RLF Fellows Judith Allnatt and Heidi Williamson have been shortlisted for the Fish Poetry Prize 2024. Judith Allnatt, for her poem ‘Bubbles’; Heidi Williamson, for her poems, ‘This poem asks where violence begins’ and ‘Wordle as fugue state’.

Shortlisted poems will also feature in a forthcoming anthology.

RLF Fellow Rebecca Mascull recently won the Support Service of the Year Award at Lincoln University’s Student Union Awards 2024, for her work as part of the RLF Fellowship Scheme.

This award goes to a support service that provides students with the support, resources, and mechanisms they need to make the most of their time at university and reach their full potential.

Plays and productions

RLF Fellow Roy Williams’ trilogy of plays, Death of England, are now booking at Soho Place, following acclaimed seasons at the National Theatre.

Directed by NT Deputy Artistic Director Clint Dyer, this is the first time this extraordinary series of three interconnected state of the nation plays will be performed together.

A promotional photo for Babs Horton’s play In the Lady Garden, showing Babs in a nun's habit holding two iced buns.

Tickets for RLF Fellow Babs Horton’s play In the Lady Garden, which will be showing at The Edinburgh Fringe from 31 July-26 August, are now on sale.

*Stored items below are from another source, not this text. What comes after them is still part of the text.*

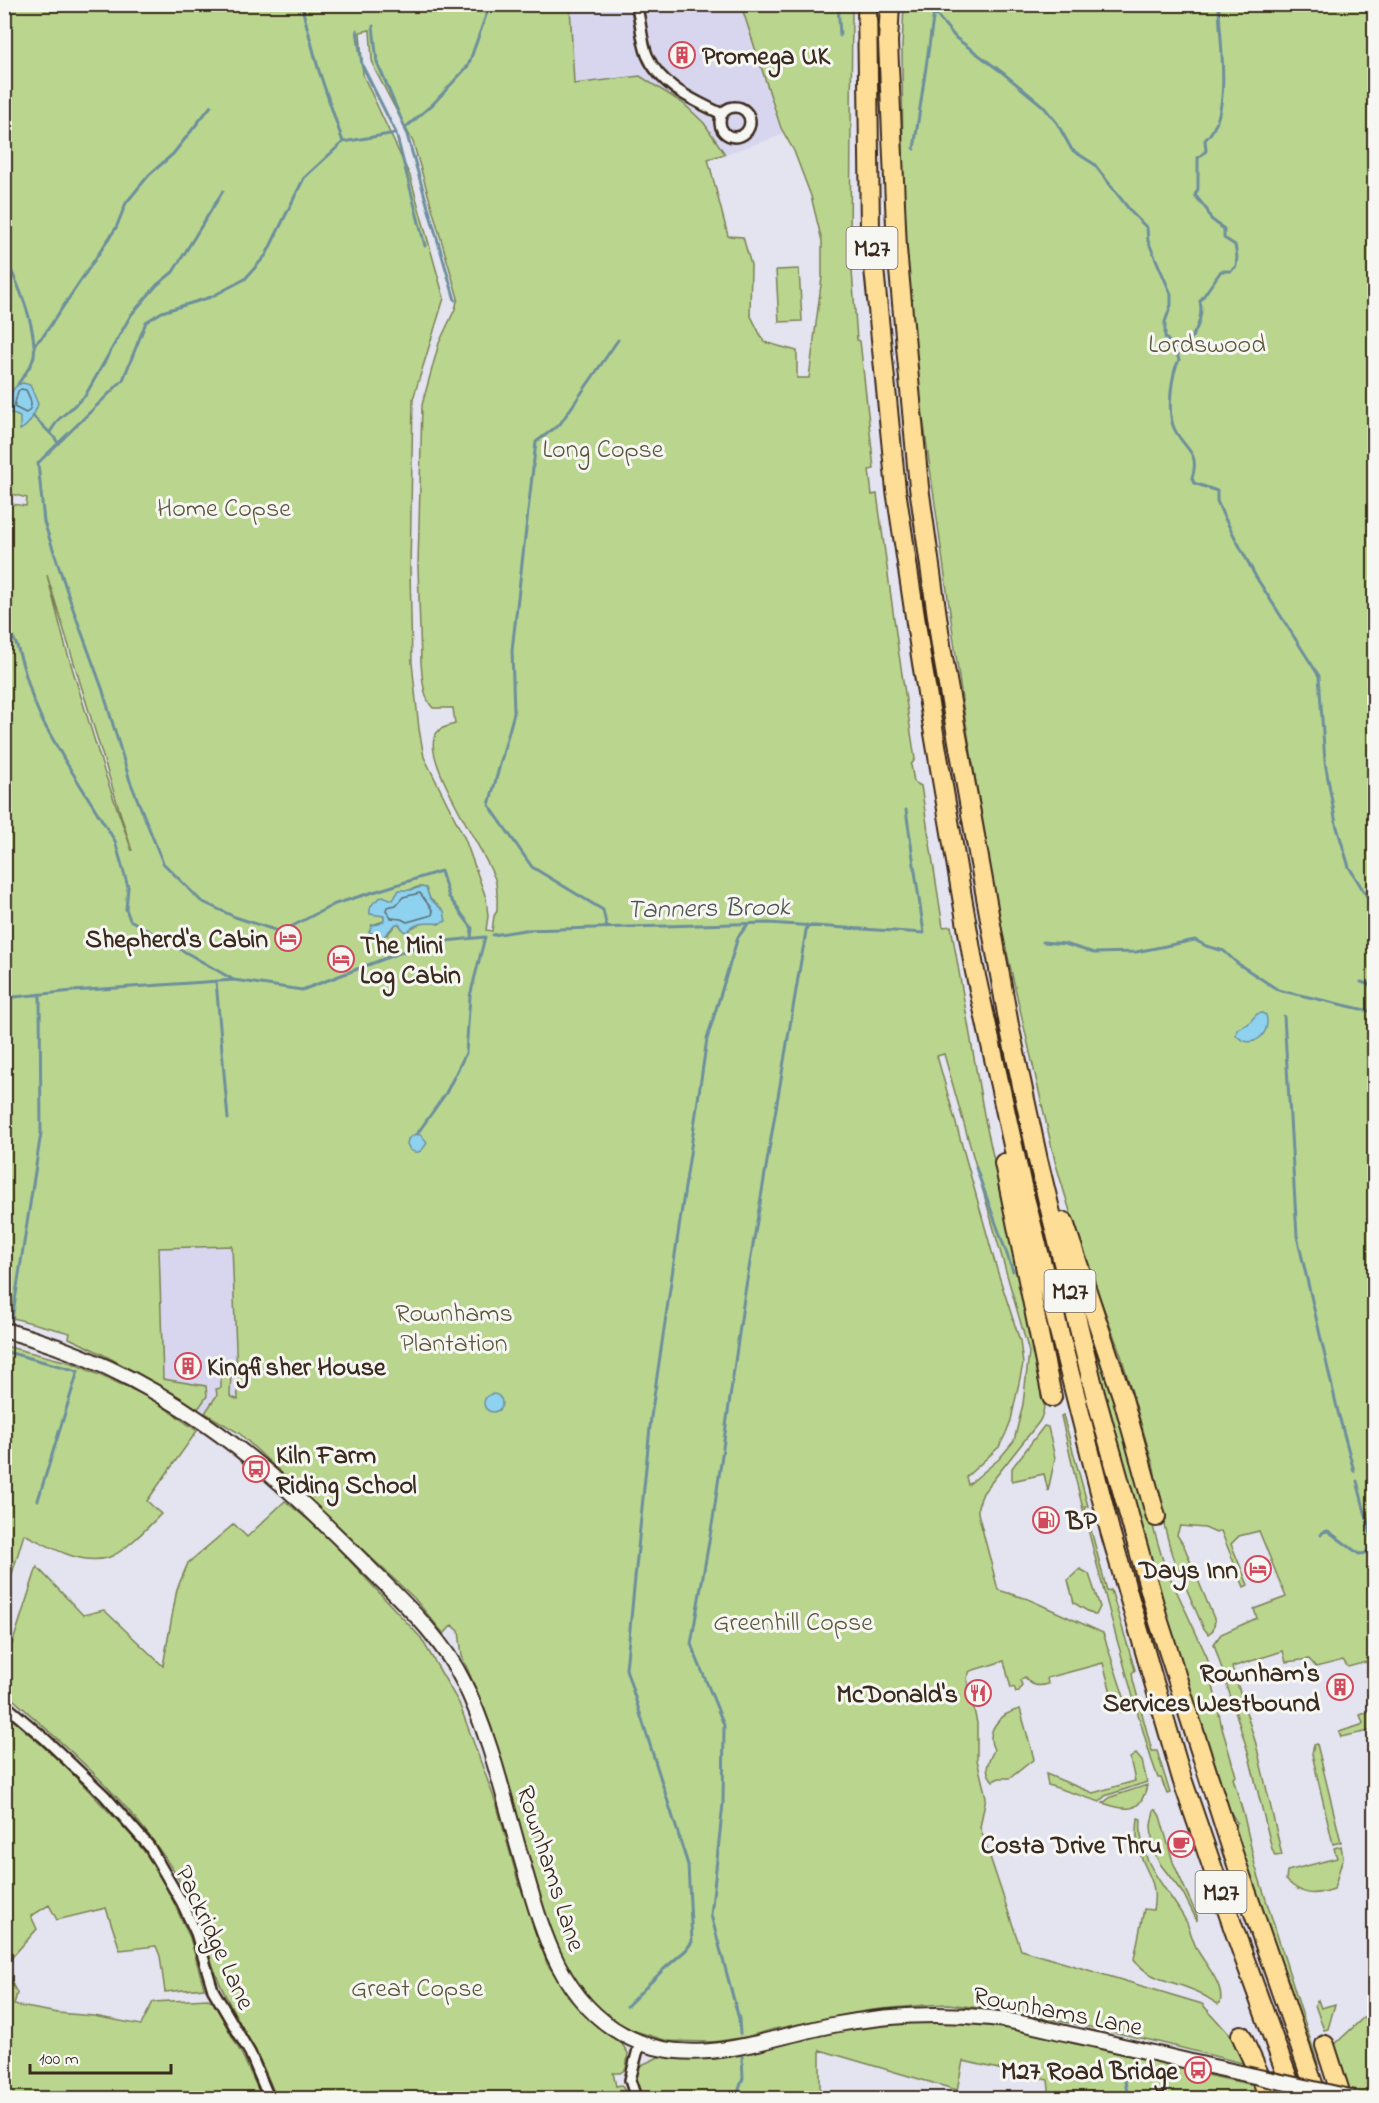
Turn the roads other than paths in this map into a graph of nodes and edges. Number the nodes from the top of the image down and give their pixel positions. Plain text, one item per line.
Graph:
1 (636, 4) edge
2 (867, 4) edge
3 (890, 4) edge
4 (722, 114) dead end
5 (974, 967) junction
6 (1038, 1160) junction
7 (4, 1330) edge
8 (1052, 1397) dead end
9 (1156, 1517) dead end
10 (4, 1704) edge
11 (1241, 2035) dead end
12 (640, 2043) junction
13 (1325, 2045) dead end
14 (269, 2098) edge
15 (636, 2098) edge
16 (1270, 2098) edge
17 (1295, 2098) edge
18 (1318, 2098) edge
19 (1342, 2098) edge
20 (1356, 2098) edge

1 - 4 street
2 - 5 highway, M27
3 - 6 highway, M27
5 - 8 highway, M27
5 - 17 highway, M27
6 - 9 highway, M27
6 - 18 highway, M27
7 - 12 street, Rownhams Lane
10 - 14 street, Packridge Lane
11 - 16 highway
12 - 15 street
12 - 20 street, Rownhams Lane, bridge
13 - 19 highway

The play, which is supported by Plymouth Theatre Royal and Pleasance, sees 69-year-old Alice reflect on her life, as she wonders what life might have been if she hadn’t been expelled from convent school and had sex with Keith from the sausage rolls section. Will Alice shake off the shackles of the patriarchy and live out her days with outrageous abandon?